### [Your task]
The records must be retyped exactly, with no pictures included.

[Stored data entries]
§

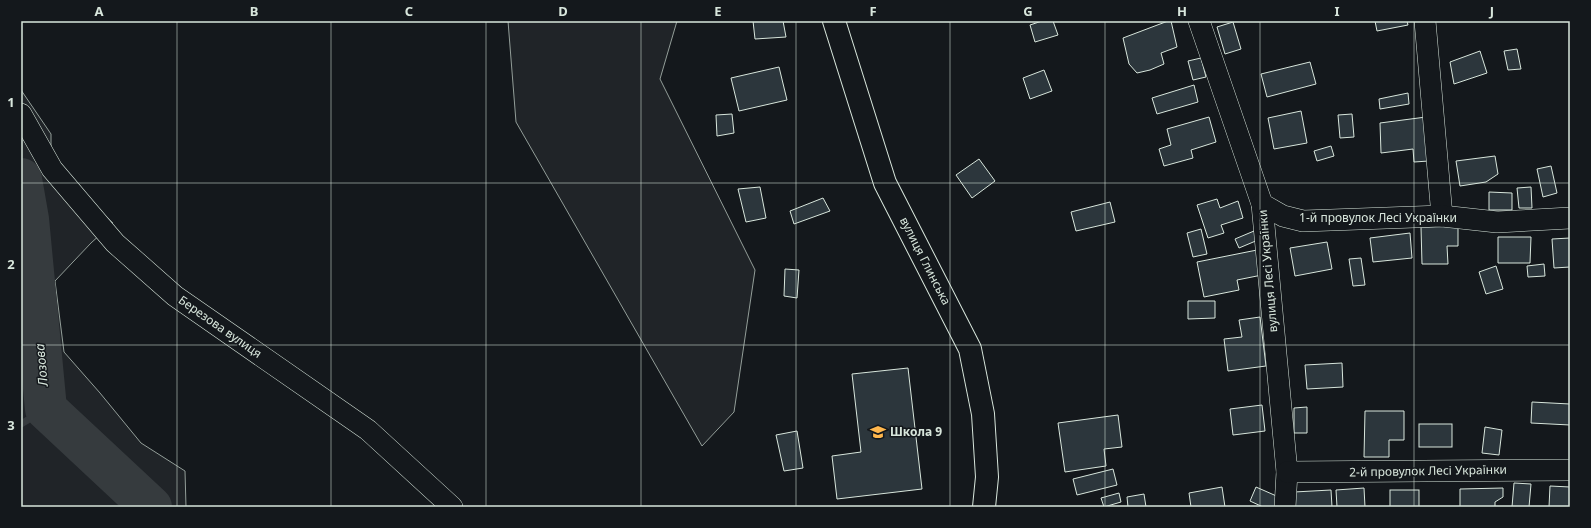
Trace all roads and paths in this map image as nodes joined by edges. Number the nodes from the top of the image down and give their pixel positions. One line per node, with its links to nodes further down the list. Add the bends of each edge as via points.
1 (834, 21): 11 (main road, вулиця Глинська, via 885,183 970,349 982,414 987,477)
2 (1199, 21): 5 (street, вулиця Лесі Українки)
3 (1425, 21): 6 (street)
4 (21, 114): 10 (street, Березова вулиця, via 52,169 115,243 175,296 368,430)
5 (1262, 204): 6 (street, 1-й провулок Лесі Українки, via 1283,216 1302,221); 9 (street, вулиця Лесі Українки)
6 (1442, 216): 7 (street, 1-й провулок Лесі Українки, via 1497,222)
7 (1570, 218)
8 (1570, 470): 9 (street, 2-й провулок Лесі Українки)
9 (1287, 472): 12 (street, вулиця Лесі Українки)
10 (452, 507)
11 (984, 507)
12 (1285, 507)

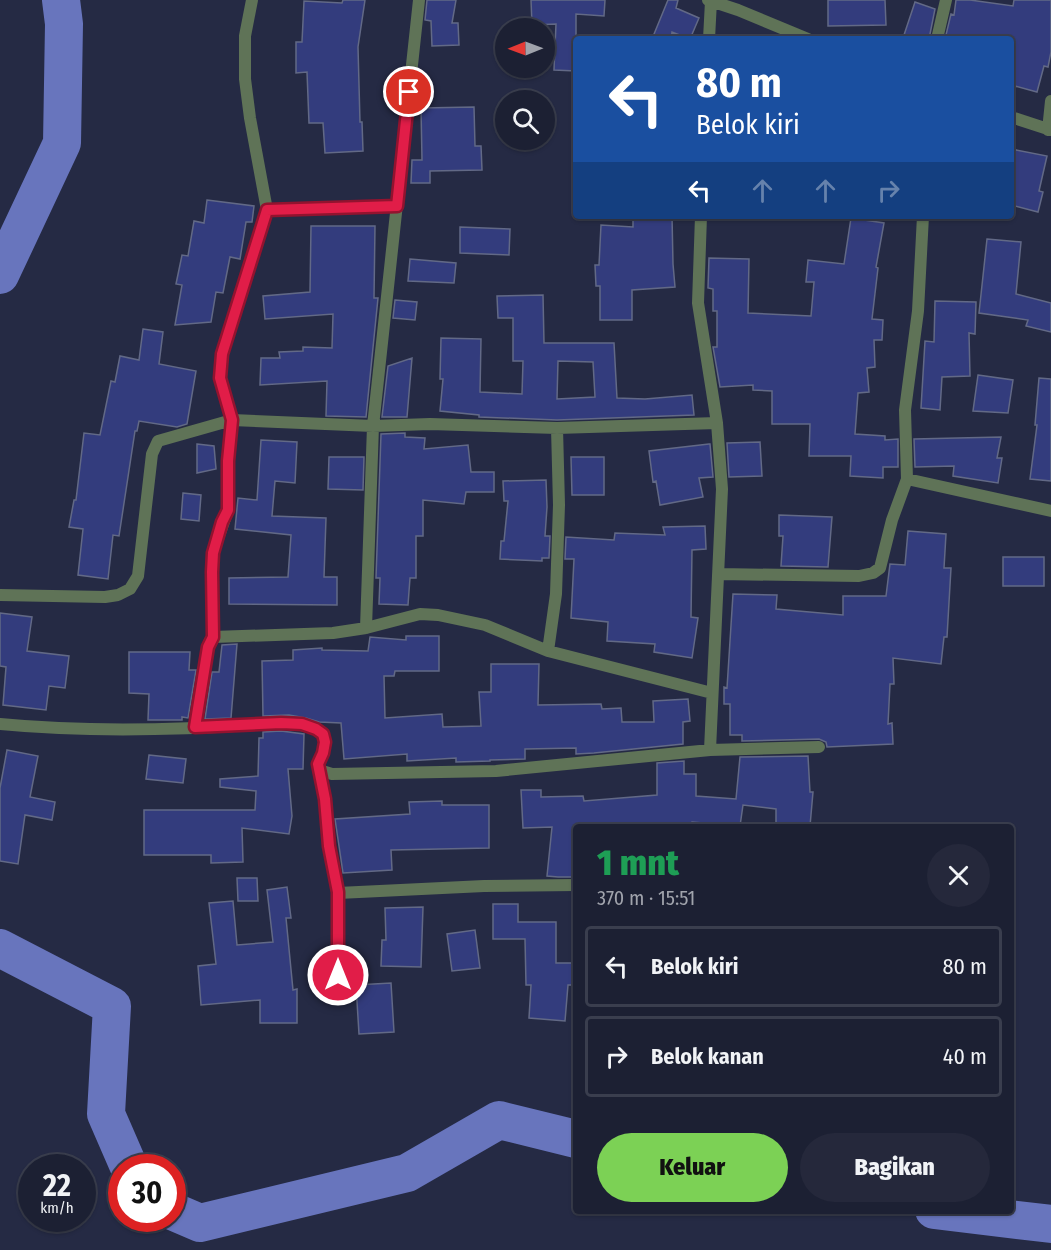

§

### [Solution]
Trace all roads and paths in this map image as nodes joined by edges. Number the nodes from the top of the image down and give their pixel positions. One line per node, with its links to nodes further down the list. Add the bends of each edge as via points.
1 (834, 21): 11 (main road, вулиця Глинська, via 885,183 970,349 982,414 987,477)
2 (1199, 21): 5 (street, вулиця Лесі Українки)
3 (1425, 21): 6 (street)
4 (21, 114): 10 (street, Березова вулиця, via 52,169 115,243 175,296 368,430)
5 (1262, 204): 6 (street, 1-й провулок Лесі Українки, via 1283,216 1302,221); 9 (street, вулиця Лесі Українки)
6 (1442, 216): 7 (street, 1-й провулок Лесі Українки, via 1497,222)
7 (1570, 218)
8 (1570, 470): 9 (street, 2-й провулок Лесі Українки)
9 (1287, 472): 12 (street, вулиця Лесі Українки)
10 (452, 507)
11 (984, 507)
12 (1285, 507)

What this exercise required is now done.